Paweł Boryczka nie radził sobie z Łukaszem Jamrozem, zawalił pierwszą bramkę zdobytą właśnie przez tego futbolistę.

- Zauważyłem, że Paweł zaczyna kopać piłkę po autach i zdecydowałem się na zmianę. Daniel Barzyński od kiedy pojawił się na boisku, dużo wniósł do naszej gry - mówi trener Radomiaka.

Grę "zielonych" miał kreować Jurij Fiedosienko. Po raz kolejny zawiódł, a jedyny dobry mecz rozegrał przed sezonem, w sparingu ze Stalą w Poniatowej.

- Z Bronią tego dnia nie dało się wygrać, grając tylko w piłkę 45 minut w drugiej połowie - ocenia Łukasz Podlewski, prezes Radomiaka.

Druga część gry znacznie lepsza. Dużo dała kolejna zmiana Krzysztofa Wierzby, który min. wypracował rzut karny. Gdy w 60 min. Broń podwyższyła wynik na 3:0, zaczęło się dopiero dobre widowisko piłkarskie.

Radomiak ruszył do ataków.

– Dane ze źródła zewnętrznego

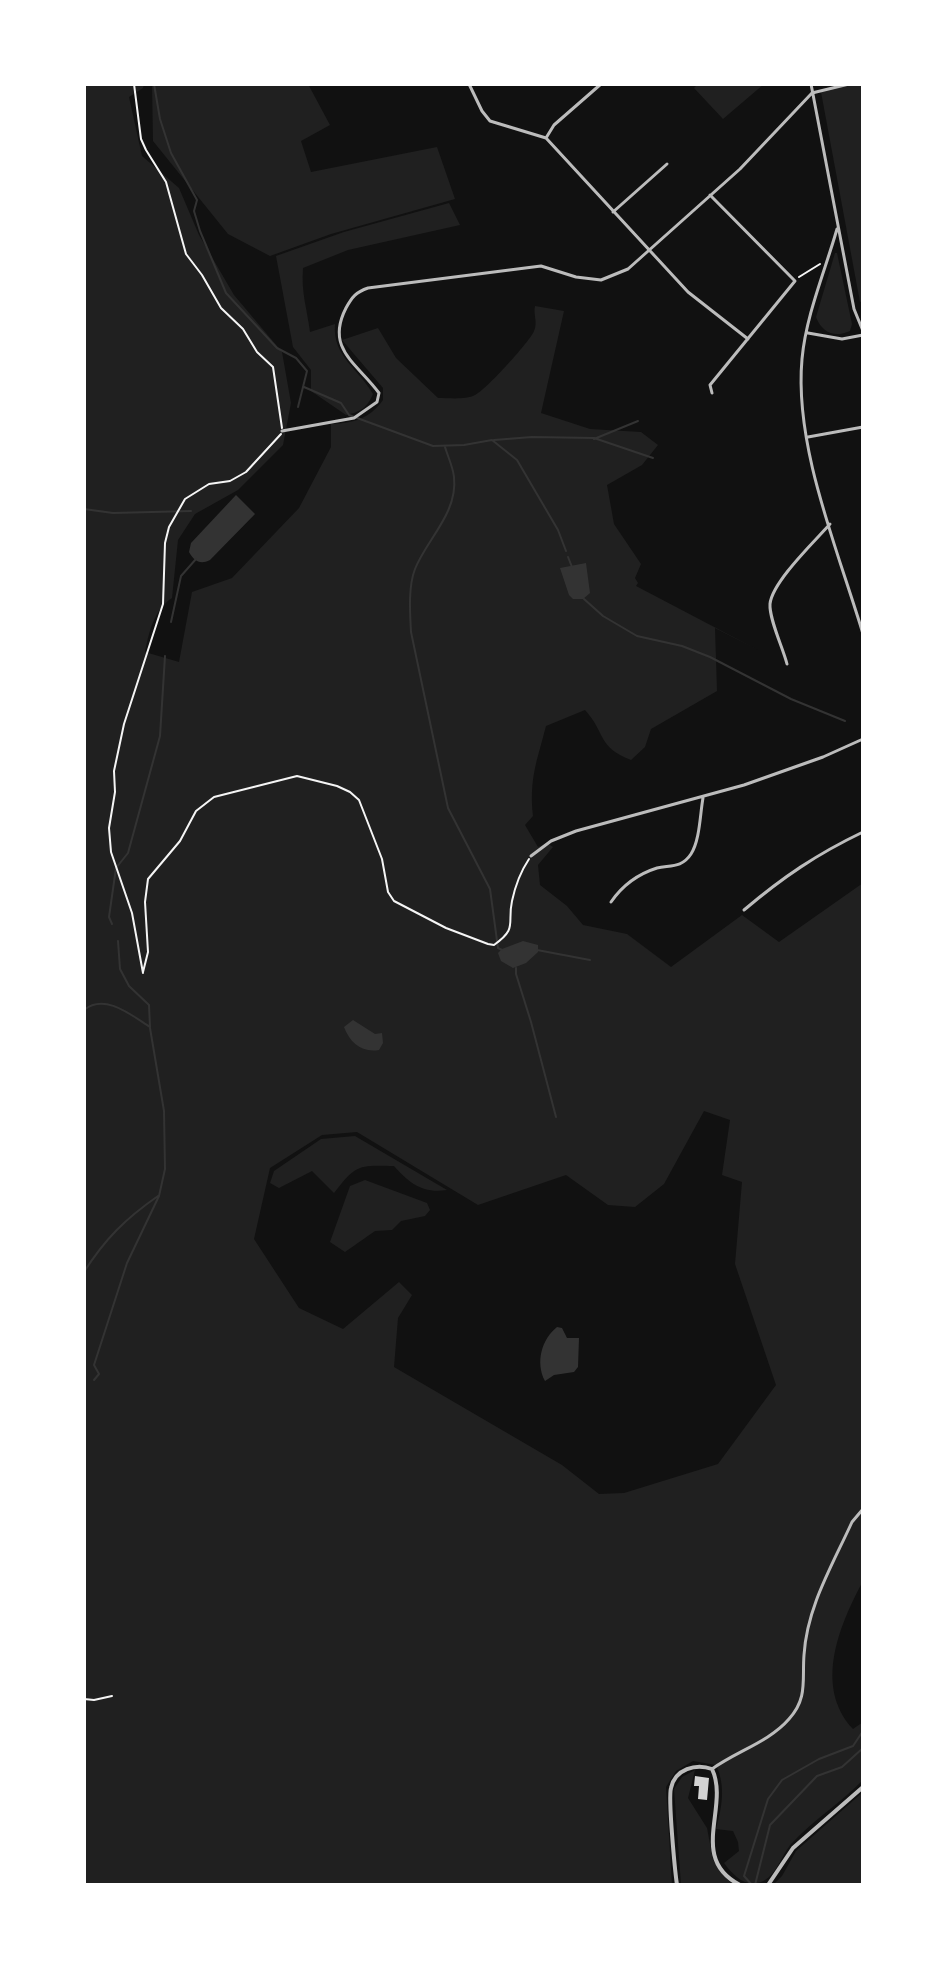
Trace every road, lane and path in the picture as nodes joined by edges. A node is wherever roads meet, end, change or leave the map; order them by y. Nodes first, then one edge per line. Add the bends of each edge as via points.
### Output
1 (134, 84) edge
2 (469, 84) edge
3 (601, 84) edge
4 (811, 84) edge
5 (849, 84) edge
6 (812, 93) junction
7 (546, 138) junction
8 (667, 164) dead end
9 (710, 195) junction
10 (613, 212) junction
11 (837, 229) junction
12 (649, 252) junction
13 (829, 260) junction
14 (795, 281) junction
15 (807, 333) junction
16 (863, 333) edge
17 (748, 339) junction
18 (712, 393) dead end
19 (863, 427) edge
20 (284, 431) junction
21 (807, 437) junction
22 (830, 524) junction
23 (863, 634) edge
24 (787, 664) dead end
25 (863, 739) edge
26 (703, 798) junction
27 (863, 832) edge
28 (531, 856) joint
29 (611, 902) dead end
30 (744, 910) dead end
31 (863, 1509) edge
32 (112, 1696) dead end
33 (84, 1699) edge
34 (712, 1769) junction
35 (863, 1787) edge
36 (677, 1885) edge
37 (740, 1885) edge
38 (768, 1885) edge

1 - 20 path via 141,139 166,182 181,241 221,308 273,367
2 - 7 street via 490,121
3 - 7 street
4 - 6 street
5 - 6 street
6 - 9 street
6 - 11 street
7 - 10 street
8 - 10 street
9 - 12 street
9 - 14 street
10 - 12 street
11 - 13 street
11 - 16 street
12 - 17 street via 688,292
12 - 20 street via 628,269 601,280 541,266 358,291 342,315 338,334 343,352 379,393 377,402 354,418
13 - 14 path
13 - 15 street
14 - 17 street
15 - 16 street via 842,339
15 - 21 street via 800,391
17 - 18 street via 710,385
19 - 21 street
20 - 28 path via 246,472 209,484 185,499 165,543 163,604 124,724 109,828 143,973 148,879 180,841 196,811 214,797 297,776 350,792 365,809 394,901 481,943 495,945 507,936 511,903
21 - 22 street
22 - 23 street
22 - 24 street via 772,595 770,606
25 - 26 street
26 - 28 street via 576,831
26 - 29 street via 693,852 684,862 623,885
27 - 30 street via 821,852
31 - 34 street via 852,1522 808,1620 804,1693 792,1716 774,1735
32 - 33 path
34 - 36 street via 694,1766 679,1774 671,1788
34 - 37 street via 718,1791 713,1849 724,1872
35 - 38 street via 793,1848

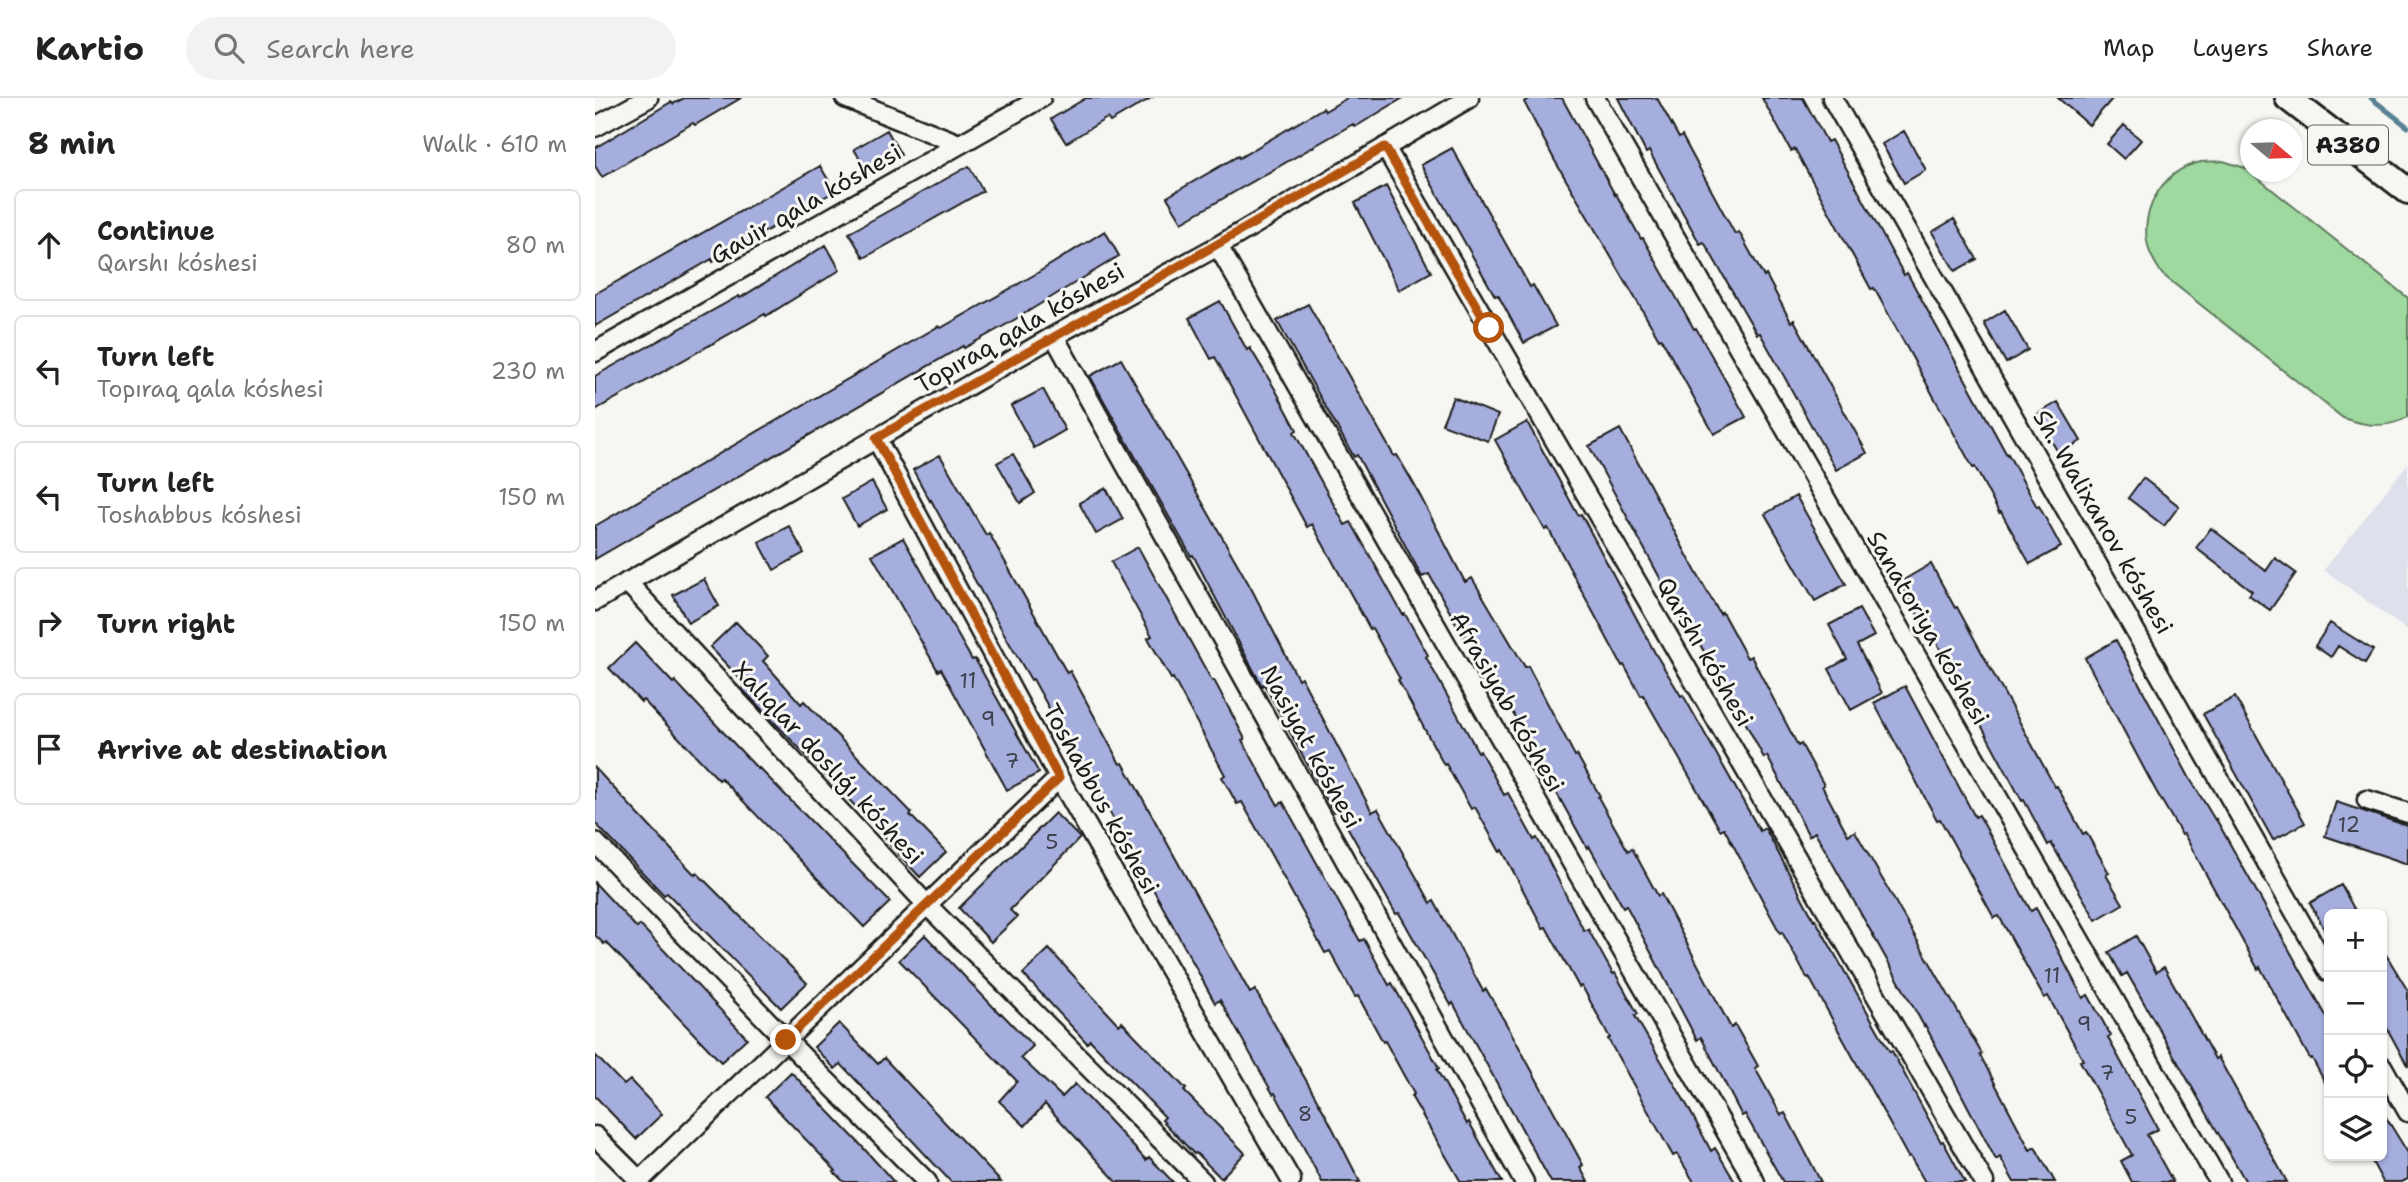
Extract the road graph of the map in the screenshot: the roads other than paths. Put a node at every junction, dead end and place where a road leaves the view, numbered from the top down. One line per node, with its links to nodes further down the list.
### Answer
1 (648, 98): 8 (street)
2 (845, 98): 9 (street)
3 (1041, 98): 9 (street, Gauir qala kóshesi)
4 (1469, 98): 10 (street, Topıraq qala kóshesi)
5 (1595, 98): 35 (street, Sanatoriya kóshesi)
6 (1832, 98): 23 (street, Sh. Walixanov kóshesi)
7 (2288, 98): 11 (highway, A380)
8 (595, 127)
9 (959, 144): 14 (street, Gauir qala kóshesi)
10 (1385, 147): 12 (street, Topıraq qala kóshesi); 34 (street, Qarshı kóshesi)
11 (2408, 191)
12 (1218, 246): 13 (street, Topıraq qala kóshesi); 33 (street, Afrasiyab kóshesi)
13 (1054, 336): 15 (street, Topıraq qala kóshesi); 32 (street, Nasiyat kóshesi)
14 (595, 352)
15 (876, 438): 16 (street, Topıraq qala kóshesi); 18 (street, Toshabbus kóshesi)
16 (627, 582): 17 (street, Topıraq qala kóshesi); 22 (street, Xalıqlar doslıǵı kóshesi)
17 (595, 601)
18 (1059, 778): 22 (street); 28 (street, Toshabbus kóshesi)
19 (2367, 800): 20 (street)
20 (2408, 813)
21 (595, 842): 24 (street)
22 (927, 905): 24 (street); 31 (street, Xalıqlar doslıǵı kóshesi)
23 (2324, 963)
24 (786, 1040): 29 (street); 30 (street)
25 (2387, 1075): 26 (street)
26 (2408, 1112)
27 (595, 1136): 29 (street)
28 (1291, 1180)
29 (640, 1182)
30 (927, 1182)
31 (1203, 1182)
32 (1524, 1182)
33 (1755, 1182)
34 (1984, 1182)
35 (2219, 1182)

Pierwszą bramkę "zieloni" zdobyli po najładniejszej akcji całego meczu. Paweł Tarnowski wymienił kilka podań z pierwszej piłki z Cezarym Czpakiem i pokonał Pawła Młodzińskiego. Po zdobyciu kontaktowego gola z rzutu karnego, Radomiak miał ponad 20 minut na doprowadzenie do remisu.

Zabrakło szczęścia, ale to Broń była lepsza i trzy punkty zawiozła na Planty, gdzie mieści się siedziba klubu.

- Wygrywamy razem, ale także przegrywamy razem - powiedział po meczu Cezary Czpak.

... I BROŃ

Artur Kupiec, trener Broni Radom trochę zaskoczył ze składem na derbowy mecz, a trzeba też przyznać, że podjął pewne ryzyko. Ze względu na kontuzje nie mogło w tym meczu zagrać dwóch młodzieżowców: Adrian Dziubiński i Norbert Rdzanek.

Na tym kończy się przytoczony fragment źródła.